6. The option shall vest in equal quarterly installments over four years from the date of grant.
7. Each RSU represents the contingent right to receive one share of common stock of the Issuer.
8. The RSUs shall vest in equal annual installments over four years from the date of grant.
9. 25% of the total number of RSUs granted vested on January 14, 2023, and the remainder shall vest thereafter in equal annual installments over the next three years.
10. 25% of the total number of RSUs granted vested on January 15, 2023, and the remainder shall vest thereafter in equal annual installments over the next two years.

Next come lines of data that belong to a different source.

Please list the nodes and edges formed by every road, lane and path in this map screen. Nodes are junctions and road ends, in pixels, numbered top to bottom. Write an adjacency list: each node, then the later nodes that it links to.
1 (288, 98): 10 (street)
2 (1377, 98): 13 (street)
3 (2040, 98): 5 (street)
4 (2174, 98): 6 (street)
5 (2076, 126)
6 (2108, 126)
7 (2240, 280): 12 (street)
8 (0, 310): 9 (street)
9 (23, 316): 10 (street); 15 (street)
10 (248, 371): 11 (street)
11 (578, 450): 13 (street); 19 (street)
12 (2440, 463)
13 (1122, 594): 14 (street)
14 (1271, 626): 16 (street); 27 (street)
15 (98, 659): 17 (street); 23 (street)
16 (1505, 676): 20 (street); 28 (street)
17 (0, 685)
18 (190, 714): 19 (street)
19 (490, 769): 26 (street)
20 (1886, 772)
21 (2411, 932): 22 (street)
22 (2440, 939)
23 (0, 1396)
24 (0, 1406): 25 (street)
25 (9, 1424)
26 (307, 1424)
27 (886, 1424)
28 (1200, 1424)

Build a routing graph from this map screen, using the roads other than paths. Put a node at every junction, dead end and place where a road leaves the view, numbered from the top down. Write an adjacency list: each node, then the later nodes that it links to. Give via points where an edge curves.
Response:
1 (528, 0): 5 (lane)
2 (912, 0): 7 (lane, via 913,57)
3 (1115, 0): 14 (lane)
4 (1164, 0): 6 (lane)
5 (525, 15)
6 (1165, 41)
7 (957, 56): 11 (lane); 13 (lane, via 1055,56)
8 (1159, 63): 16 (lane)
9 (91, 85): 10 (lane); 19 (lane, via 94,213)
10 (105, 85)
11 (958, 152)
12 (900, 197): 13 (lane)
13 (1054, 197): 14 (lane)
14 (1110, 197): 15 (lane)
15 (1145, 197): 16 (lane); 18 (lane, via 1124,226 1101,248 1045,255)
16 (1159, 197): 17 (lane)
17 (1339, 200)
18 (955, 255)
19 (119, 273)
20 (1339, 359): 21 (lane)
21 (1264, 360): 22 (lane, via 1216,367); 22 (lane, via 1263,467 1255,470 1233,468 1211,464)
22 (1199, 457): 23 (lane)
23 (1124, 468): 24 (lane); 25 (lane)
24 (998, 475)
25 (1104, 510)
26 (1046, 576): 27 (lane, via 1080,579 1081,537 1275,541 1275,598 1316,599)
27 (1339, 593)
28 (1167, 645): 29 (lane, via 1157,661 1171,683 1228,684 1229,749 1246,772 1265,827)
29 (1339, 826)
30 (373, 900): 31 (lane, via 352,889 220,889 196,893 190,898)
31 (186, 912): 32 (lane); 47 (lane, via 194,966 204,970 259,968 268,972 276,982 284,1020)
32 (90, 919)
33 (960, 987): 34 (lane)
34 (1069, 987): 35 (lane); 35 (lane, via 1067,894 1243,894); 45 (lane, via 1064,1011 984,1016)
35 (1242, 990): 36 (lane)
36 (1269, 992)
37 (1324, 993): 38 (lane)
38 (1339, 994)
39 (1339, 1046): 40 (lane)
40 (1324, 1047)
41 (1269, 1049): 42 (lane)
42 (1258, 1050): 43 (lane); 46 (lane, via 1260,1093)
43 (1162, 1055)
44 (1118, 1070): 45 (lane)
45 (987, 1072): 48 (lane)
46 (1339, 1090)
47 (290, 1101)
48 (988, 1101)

11. 25% of the total number of RSUs granted vested on January 15, 2023, and the remainder shall vest on January 15, 2024.
/s/ Alejandra Carvajal, as attorney-in-fact 01/18/2023
** Signature of Reporting Person Date
Reminder: Report on a separate line for each class of securities beneficially owned directly or indirectly.
* If the form is filed by more than one reporting person, see Instruction 4 (b)(v).
** Intentional misstatements or omissions of facts constitute Federal Criminal Violations See 18 U.S.C. 1001 and 15 U.S.C. 78ff(a).